SELECT id FROM countries WHERE population < 1000000
EXCEPT
SELECT name FROM countries WHERE NAME LIKE '%c%'
RULE 2: equal variety of columns
The code below will fail because we select two columns from query1 and just one from query2:
-- All queries combined using a UNION, INTERSECT or EXCEPT operator should have an equal variety of expressions of their goal lists.
SELECT id, name FROM countries WHERE population < 1000000
EXCEPT
SELECT name FROM countries WHERE NAME LIKE '%c%'
Following the principles
After we adhere to those rules we can even perform queries just like the one below: matching all small-country id
‘s with the population
of ‘c’-countries. Although that is perfectly valid syntax; it’s going to yield no records.
SELECT id FROM countries WHERE population < 1000000
INTERSECT
SELECT population FROM countries WHERE NAME LIKE '%c%'
--> returns no rows (id and population match nowhere)
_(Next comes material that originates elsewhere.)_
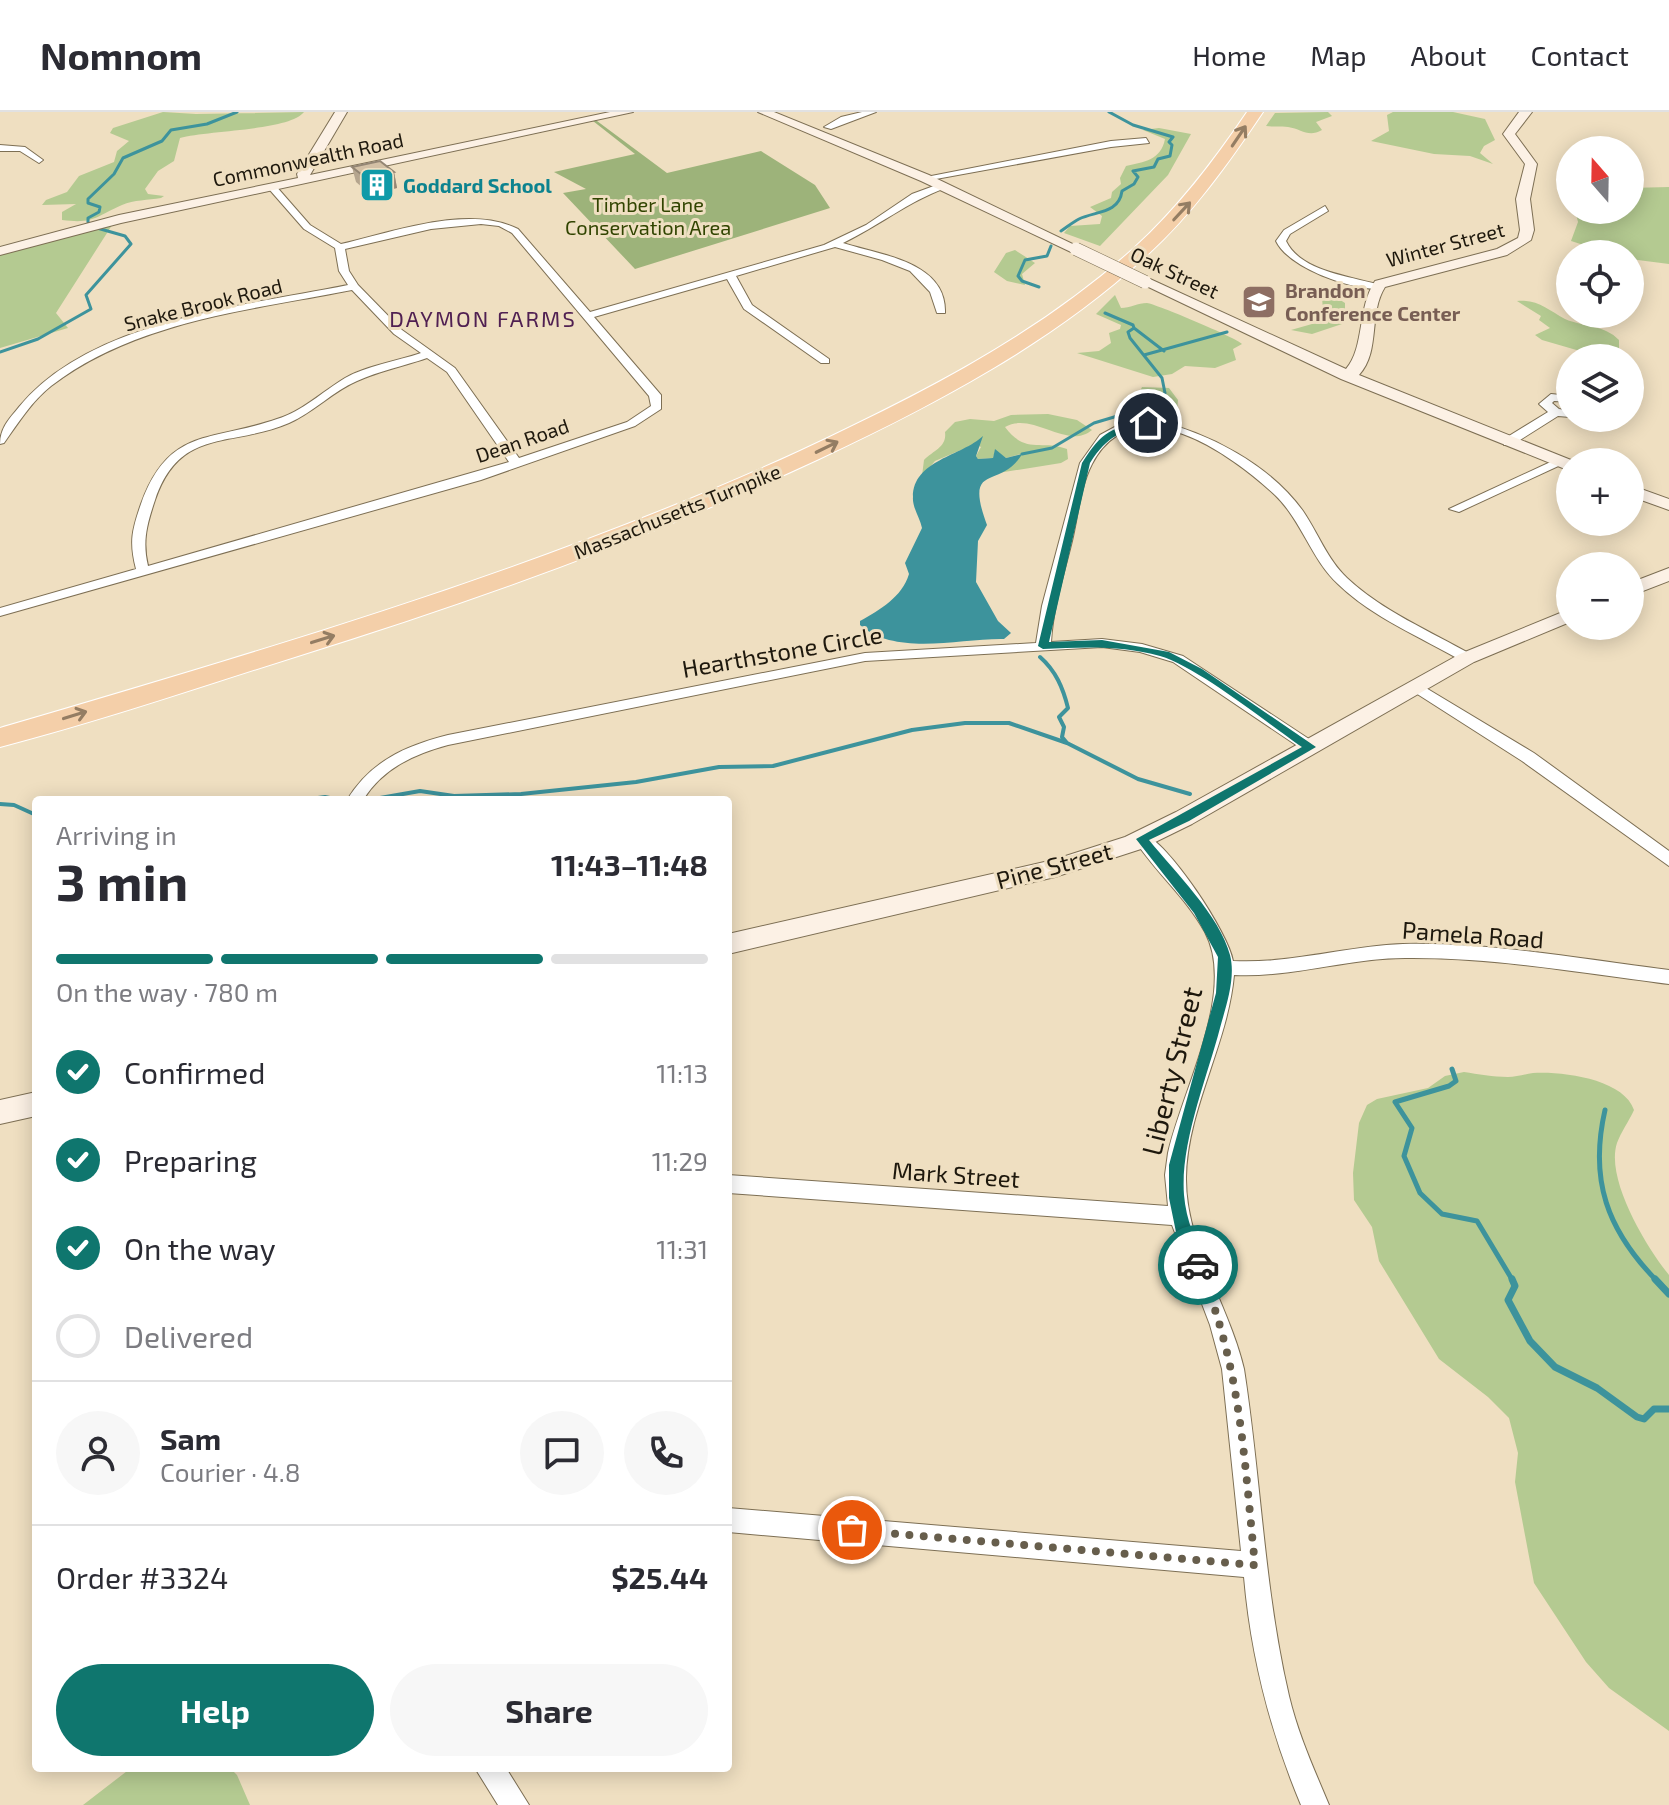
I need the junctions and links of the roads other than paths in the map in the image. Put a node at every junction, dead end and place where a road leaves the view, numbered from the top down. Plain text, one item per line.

In the identical way we are able to UNION
the outcomes.
SELECT id FROM countries WHERE population < 1000000
UNION
SELECT population FROM countries WHERE NAME LIKE '%c%'
Will result into:
Also notice that the names of the columns don’t should match. If the names conflict, the column-name of the primary query can be used.
After all, we don’t have to check data from the identical table, we are able to use different tables as well, so long as the information structures resulting from the SELECT
statements match. I’ve prepared the next examples with this statement.
1. EXCEPT example:
In this instance we compare records from the products
table with records from the sales
table: we wish to know if there are any products with a price < 100 cents which were sold anywhere however the Netherlands:
SELECT id as product_id FROM products WHERE price < 100
EXCEPT
SELECT product_id FROM sales WHERE country = 'Netherlands'
--> Ends in product_id 3
2. INTERSECT example
Next up, we’ll select any product with SALES
within the USA that even have returns:
SELECT product_id FROM sales WHERE country = 'USA'
INTERSECT
SELECT product_id from returns
--> Ends in product_id 2
3. UNION example
Lastly, we’ll UNION the outcomes of three queries: low-cost products, products with any sales within the Netherlands or any product that’s returned:
SELECT id as product_id FROM products WHERE price < 100
UNION
SELECT product_id FROM sales WHERE country = 'Netherlands'
UNION
SELECT product_id from returns
--> Returns product_id 1, 2, and three
I believe of JOIN
‘s as combining columns from two or more tables data sets using a related column between them. The UNION
, INTERSECT
and EXCEPT
operator, however, mix or compares data from two or more tables after which appends this data.
I like to think about a join operating “horizontally”, “zipping” query results together. The UNION
, INTERSECT
and EXCEPT
operator to work “vertically”, “stacking up” result sets. Let’s reveal with some images:
Visualizing a join
Below a visible representation from joining two tables: we take two columns from table1 and mix them with one column from table2 using values in related columns (table1.Id <-> table2.SomeFk):
Consider it this fashion: using a JOIN
we “zip up” to tables. We make the table wider than it was before: we add to it horizontally.
Visualizing a UNION
Now let’s take a look at a UNION
statement. Notice that the outcomes are pretty independent of one another. They don’t have any related columns; we just “stack” the result sets on top of one another, expanding the table vertically. We will do that because each queries output the identical variety of columns and all column data types match.
On this case we use a UNION operator to stack the records on top of one another but INTERSECT
works the identical way; only keeping the overlap. In the identical way EXCEPT
“subtracts” some records from the “stack”.
I hope to have clarified the workings of those three wonderful operators and that you simply had a good time reading this text.
I hope this text was as clear as I hope it to be but when this isn’t the case please let me know what I can do to make clear further. Within the meantime, take a look at my other articles on every kind of programming-related topics like these:
Pleased coding!
— Mike
P.S: like what I’m doing? Follow me!